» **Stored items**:
━━━━━━━━

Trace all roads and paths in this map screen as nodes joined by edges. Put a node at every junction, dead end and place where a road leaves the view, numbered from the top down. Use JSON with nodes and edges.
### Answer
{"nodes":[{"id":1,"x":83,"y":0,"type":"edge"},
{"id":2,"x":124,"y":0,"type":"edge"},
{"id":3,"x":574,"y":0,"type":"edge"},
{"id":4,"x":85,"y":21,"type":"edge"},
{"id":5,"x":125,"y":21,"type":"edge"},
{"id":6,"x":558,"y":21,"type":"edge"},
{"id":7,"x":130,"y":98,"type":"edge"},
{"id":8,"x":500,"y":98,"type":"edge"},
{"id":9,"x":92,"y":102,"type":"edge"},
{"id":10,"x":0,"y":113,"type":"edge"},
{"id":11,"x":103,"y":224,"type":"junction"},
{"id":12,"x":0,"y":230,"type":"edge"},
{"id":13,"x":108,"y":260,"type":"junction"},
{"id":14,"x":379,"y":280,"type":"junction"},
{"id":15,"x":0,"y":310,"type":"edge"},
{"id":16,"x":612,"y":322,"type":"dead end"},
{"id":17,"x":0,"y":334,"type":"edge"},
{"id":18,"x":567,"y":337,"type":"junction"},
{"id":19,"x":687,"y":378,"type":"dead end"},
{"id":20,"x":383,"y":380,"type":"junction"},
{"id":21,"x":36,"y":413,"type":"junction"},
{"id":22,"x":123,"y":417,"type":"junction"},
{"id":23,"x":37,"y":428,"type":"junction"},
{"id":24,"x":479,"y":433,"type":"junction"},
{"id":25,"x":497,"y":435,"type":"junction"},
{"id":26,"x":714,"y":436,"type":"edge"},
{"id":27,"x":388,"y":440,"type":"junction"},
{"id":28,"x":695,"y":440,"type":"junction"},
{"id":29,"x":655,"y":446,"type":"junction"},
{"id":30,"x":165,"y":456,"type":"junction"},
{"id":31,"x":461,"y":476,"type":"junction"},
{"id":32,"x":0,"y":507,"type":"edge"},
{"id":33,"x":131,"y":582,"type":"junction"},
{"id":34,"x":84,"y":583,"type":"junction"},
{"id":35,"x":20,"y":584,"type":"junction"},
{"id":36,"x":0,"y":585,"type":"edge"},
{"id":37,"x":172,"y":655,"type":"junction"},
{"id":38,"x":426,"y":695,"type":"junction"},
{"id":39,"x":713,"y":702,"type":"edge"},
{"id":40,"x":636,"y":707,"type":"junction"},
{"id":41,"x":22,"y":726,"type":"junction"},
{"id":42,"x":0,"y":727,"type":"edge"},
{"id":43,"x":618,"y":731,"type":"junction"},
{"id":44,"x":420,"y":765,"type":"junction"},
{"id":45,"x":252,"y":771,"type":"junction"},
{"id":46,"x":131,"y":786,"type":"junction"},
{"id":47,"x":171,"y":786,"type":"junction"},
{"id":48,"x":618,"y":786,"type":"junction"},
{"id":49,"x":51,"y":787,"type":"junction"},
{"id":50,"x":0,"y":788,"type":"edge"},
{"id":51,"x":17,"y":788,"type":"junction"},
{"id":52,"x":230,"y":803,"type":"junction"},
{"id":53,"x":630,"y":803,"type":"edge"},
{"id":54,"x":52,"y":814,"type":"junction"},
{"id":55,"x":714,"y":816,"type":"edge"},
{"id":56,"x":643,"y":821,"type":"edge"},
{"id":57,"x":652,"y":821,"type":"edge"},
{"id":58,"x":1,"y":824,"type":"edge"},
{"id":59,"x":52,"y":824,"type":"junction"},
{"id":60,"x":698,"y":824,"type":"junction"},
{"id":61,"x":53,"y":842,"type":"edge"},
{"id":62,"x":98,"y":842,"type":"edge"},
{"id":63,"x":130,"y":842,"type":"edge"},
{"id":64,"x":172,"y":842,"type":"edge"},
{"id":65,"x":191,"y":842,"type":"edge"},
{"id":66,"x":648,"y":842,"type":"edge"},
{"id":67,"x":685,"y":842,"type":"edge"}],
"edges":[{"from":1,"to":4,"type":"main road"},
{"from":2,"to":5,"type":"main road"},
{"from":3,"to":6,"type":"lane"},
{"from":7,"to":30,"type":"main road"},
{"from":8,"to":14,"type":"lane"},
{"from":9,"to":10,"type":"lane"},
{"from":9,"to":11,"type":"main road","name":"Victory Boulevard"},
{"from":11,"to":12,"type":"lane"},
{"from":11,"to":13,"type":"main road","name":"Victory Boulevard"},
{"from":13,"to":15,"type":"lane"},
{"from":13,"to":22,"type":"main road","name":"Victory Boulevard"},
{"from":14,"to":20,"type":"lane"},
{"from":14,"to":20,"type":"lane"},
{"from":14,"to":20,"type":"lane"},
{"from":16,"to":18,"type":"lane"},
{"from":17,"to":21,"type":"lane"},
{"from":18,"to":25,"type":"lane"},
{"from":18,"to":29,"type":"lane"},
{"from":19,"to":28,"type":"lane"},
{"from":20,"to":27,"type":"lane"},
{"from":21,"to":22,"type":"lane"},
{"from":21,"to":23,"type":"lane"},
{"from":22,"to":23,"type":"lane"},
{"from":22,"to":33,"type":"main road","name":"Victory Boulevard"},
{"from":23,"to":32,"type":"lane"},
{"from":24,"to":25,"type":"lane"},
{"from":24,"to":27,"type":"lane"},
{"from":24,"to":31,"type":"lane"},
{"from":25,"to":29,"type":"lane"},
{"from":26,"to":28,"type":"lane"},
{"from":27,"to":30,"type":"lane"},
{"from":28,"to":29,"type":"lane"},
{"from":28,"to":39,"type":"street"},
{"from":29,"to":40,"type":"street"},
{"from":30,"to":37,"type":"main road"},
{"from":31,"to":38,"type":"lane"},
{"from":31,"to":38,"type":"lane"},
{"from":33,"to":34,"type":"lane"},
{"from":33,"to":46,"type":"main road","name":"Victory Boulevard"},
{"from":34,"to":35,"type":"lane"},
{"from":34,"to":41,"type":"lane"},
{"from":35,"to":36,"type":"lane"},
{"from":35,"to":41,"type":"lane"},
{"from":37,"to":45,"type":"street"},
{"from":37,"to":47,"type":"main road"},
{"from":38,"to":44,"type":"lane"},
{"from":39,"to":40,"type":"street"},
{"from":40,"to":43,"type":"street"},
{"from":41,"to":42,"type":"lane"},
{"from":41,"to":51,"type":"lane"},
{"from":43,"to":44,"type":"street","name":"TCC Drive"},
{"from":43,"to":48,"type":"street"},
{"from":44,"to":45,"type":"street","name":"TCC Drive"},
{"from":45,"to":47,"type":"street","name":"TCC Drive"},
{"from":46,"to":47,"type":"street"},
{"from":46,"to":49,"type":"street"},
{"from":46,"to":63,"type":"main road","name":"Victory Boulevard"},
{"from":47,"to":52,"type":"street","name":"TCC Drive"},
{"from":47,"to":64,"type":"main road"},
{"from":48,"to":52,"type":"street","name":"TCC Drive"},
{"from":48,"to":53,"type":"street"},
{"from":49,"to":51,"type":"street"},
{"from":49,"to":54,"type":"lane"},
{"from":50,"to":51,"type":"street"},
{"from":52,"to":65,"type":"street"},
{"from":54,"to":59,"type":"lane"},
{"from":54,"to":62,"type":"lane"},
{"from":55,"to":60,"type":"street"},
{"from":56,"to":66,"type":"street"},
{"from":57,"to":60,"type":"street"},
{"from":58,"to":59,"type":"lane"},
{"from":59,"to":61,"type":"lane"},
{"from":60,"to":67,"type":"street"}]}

━━━━━━━━

Find the word "Drive" in the records. Copy every line it appears in.

{"from":43,"to":44,"type":"street","name":"TCC Drive"},
{"from":44,"to":45,"type":"street","name":"TCC Drive"},
{"from":45,"to":47,"type":"street","name":"TCC Drive"},
{"from":47,"to":52,"type":"street","name":"TCC Drive"},
{"from":48,"to":52,"type":"street","name":"TCC Drive"},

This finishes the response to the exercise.